A Case of Anti-Neutrophil Cytoplasmic Antibodies (ABCA) Positive Wegener's Granulomatosis.
- Author:
Won Tae KIM
;
Woo Jeong KIM
;
Joon Sik KIM
;
Chin Moo KANG
;
Kwan Kyu PARK
- Publication Type:Case Report
- MeSH:
Antibodies, Antineutrophil Cytoplasmic*;
Arthralgia;
Child;
Diagnosis;
Female;
Giant Cells;
Glomerulonephritis;
Hematuria;
Hemorrhage;
Humans;
Kidney;
Methylprednisolone;
Otitis Media;
Renal Insufficiency;
Respiratory System;
Sclerosis;
Seizures;
Serologic Tests;
Sinusitis;
Status Epilepticus;
Vasculitis;
Wegener Granulomatosis*
- From:Journal of the Korean Pediatric Society
1994;37(8):1175-1181
- CountryRepublic of Korea
- Language:Korean
-
Abstract:
Wegener's granulomatosis is a disease of unknown etiology that is characterized by the clinicopathologic complex of necrotixing granulomatous vasculitis of the upper and lower respiratory tract, glomerulonephritis, and variable degrees of small vessel vasculitis. Recently Antineutrophil Cytoplasmic Antibody (ANCA) has been reported to be a highly specific test for the diagnosis of Wegener's granulomatosis. We have experienced a patient of Wegener's granulomatosis in a 11 year old girl who was admitted with complaints f arthralgia, hematuria, convulsion and associated with otitis media and sinusitis.
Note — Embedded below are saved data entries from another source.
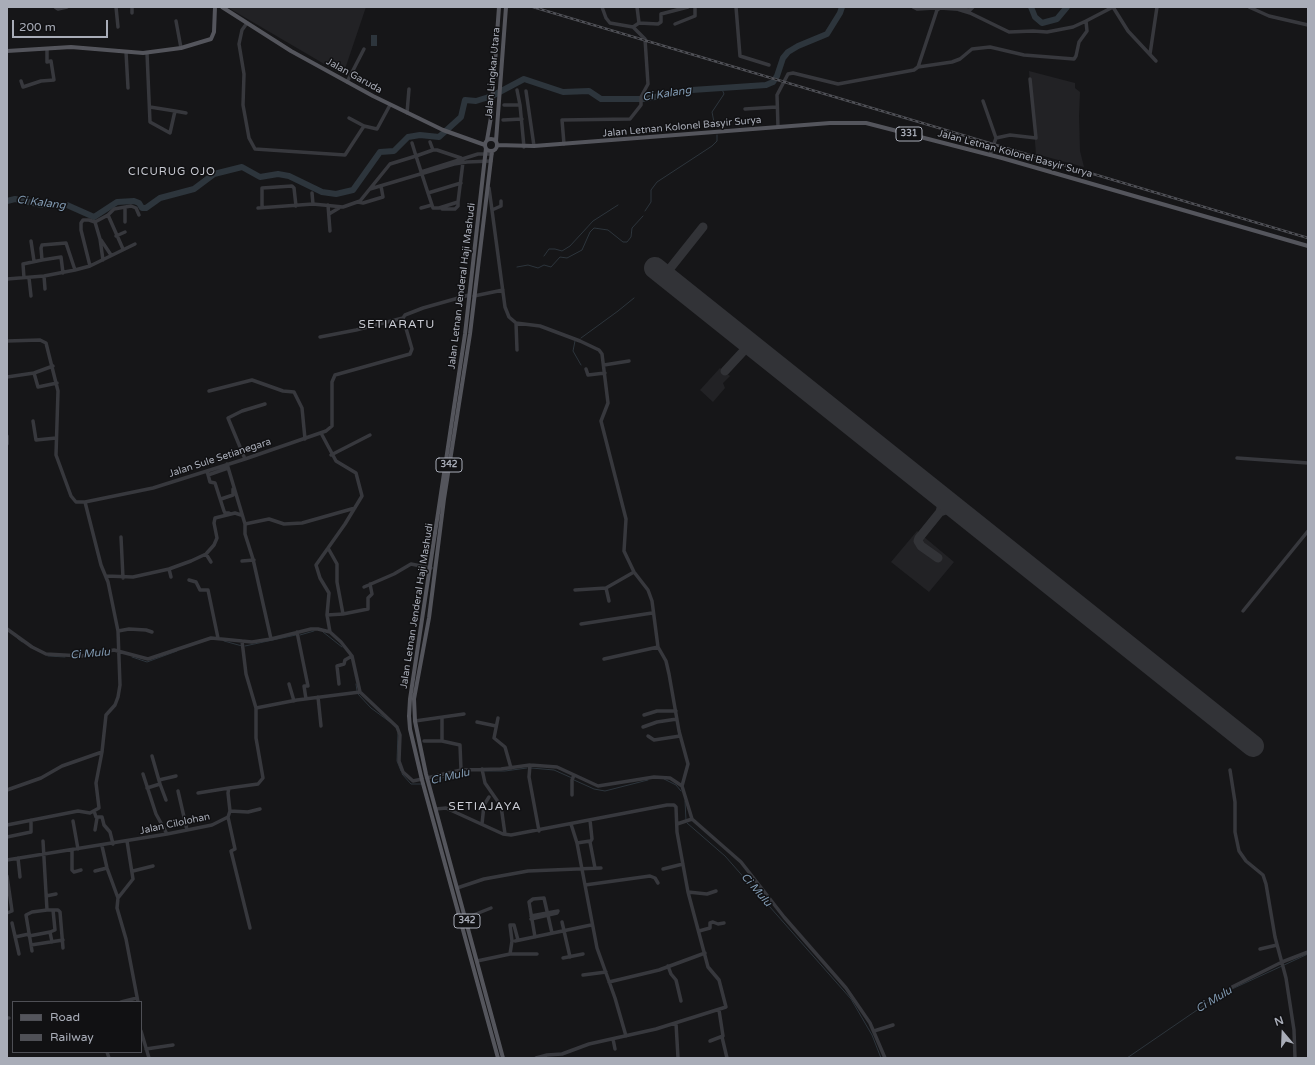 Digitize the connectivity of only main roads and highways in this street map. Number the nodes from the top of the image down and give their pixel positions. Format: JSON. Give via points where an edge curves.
{"nodes":[{"id":1,"x":215,"y":7,"type":"edge"},
{"id":2,"x":222,"y":7,"type":"edge"},
{"id":3,"x":499,"y":7,"type":"edge"},
{"id":4,"x":506,"y":7,"type":"edge"},
{"id":5,"x":7,"y":51,"type":"edge"},
{"id":6,"x":496,"y":62,"type":"junction"},
{"id":7,"x":502,"y":62,"type":"junction"},
{"id":8,"x":487,"y":140,"type":"junction"},
{"id":9,"x":496,"y":143,"type":"junction"},
{"id":10,"x":485,"y":147,"type":"junction"},
{"id":11,"x":492,"y":152,"type":"junction"},
{"id":12,"x":1308,"y":246,"type":"edge"},
{"id":13,"x":476,"y":258,"type":"junction"},
{"id":14,"x":468,"y":334,"type":"junction"},
{"id":15,"x":431,"y":578,"type":"junction"},
{"id":16,"x":420,"y":760,"type":"junction"},
{"id":17,"x":498,"y":1058,"type":"edge"},
{"id":18,"x":503,"y":1058,"type":"edge"}],
"edges":[{"from":1,"to":5,"type":"main road","via":[[214,32],[211,39],[181,48],[147,53],[78,48]]},
{"from":2,"to":10,"type":"main road","name":"Jalan Garuda","via":[[291,50],[390,105]]},
{"from":3,"to":6,"type":"main road","name":"Jalan Lingkar Utara"},
{"from":4,"to":7,"type":"main road","name":"Jalan Lingkar Utara"},
{"from":6,"to":7,"type":"main road"},
{"from":6,"to":8,"type":"main road","name":"Jalan Lingkar Utara"},
{"from":7,"to":9,"type":"main road","name":"Jalan Lingkar Utara"},
{"from":8,"to":9,"type":"main road","name":"Jalan Letnan Kolonel Basyir Surya","via":[[492,139]]},
{"from":8,"to":10,"type":"main road","name":"Jalan Lingkar Utara"},
{"from":9,"to":11,"type":"main road"},
{"from":9,"to":12,"type":"main road","name":"Jalan Letnan Kolonel Basyir Surya","number":"331","via":[[524,147],[830,123],[866,123],[990,155]]},
{"from":10,"to":11,"type":"main road","name":"Jalan Garuda"},
{"from":10,"to":13,"type":"main road","name":"Jalan Letnan Jenderal Haji Mashudi","number":"342"},
{"from":11,"to":13,"type":"main road","name":"Jalan Letnan Jenderal Haji Mashudi","number":"342"},
{"from":13,"to":14,"type":"main road","name":"Jalan Letnan Jenderal Haji Mashudi","number":"342"},
{"from":14,"to":15,"type":"main road","name":"Jalan Letnan Jenderal Haji Mashudi","number":"342"},
{"from":14,"to":15,"type":"main road","name":"Jalan Letnan Jenderal Haji Mashudi","number":"342"},
{"from":15,"to":16,"type":"main road","name":"Jalan Letnan Jenderal Haji Mashudi","number":"342","via":[[429,618],[414,699]]},
{"from":15,"to":16,"type":"main road","name":"Jalan Letnan Jenderal Haji Mashudi","number":"342","via":[[409,716],[410,729]]},
{"from":16,"to":17,"type":"main road","name":"Jalan Letnan Jenderal Haji Mashudi","number":"342","via":[[422,780]]},
{"from":16,"to":18,"type":"main road","name":"Jalan Letnan Jenderal Haji Mashudi","number":"342","via":[[436,809]]}]}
Serologic test of C-ANCA was positive and histologic findings of the kidney showed crescentic glomerulonephritis with sclerosis and surrounding infiltration of multinucleated giant cells. Patient was treated with pulse methylprednisolone without improvement. The clinical course progressed rapidly and expired due to the renal failure, gastrointestinal bleeding and status epilepticus. A brief review of literatures was made.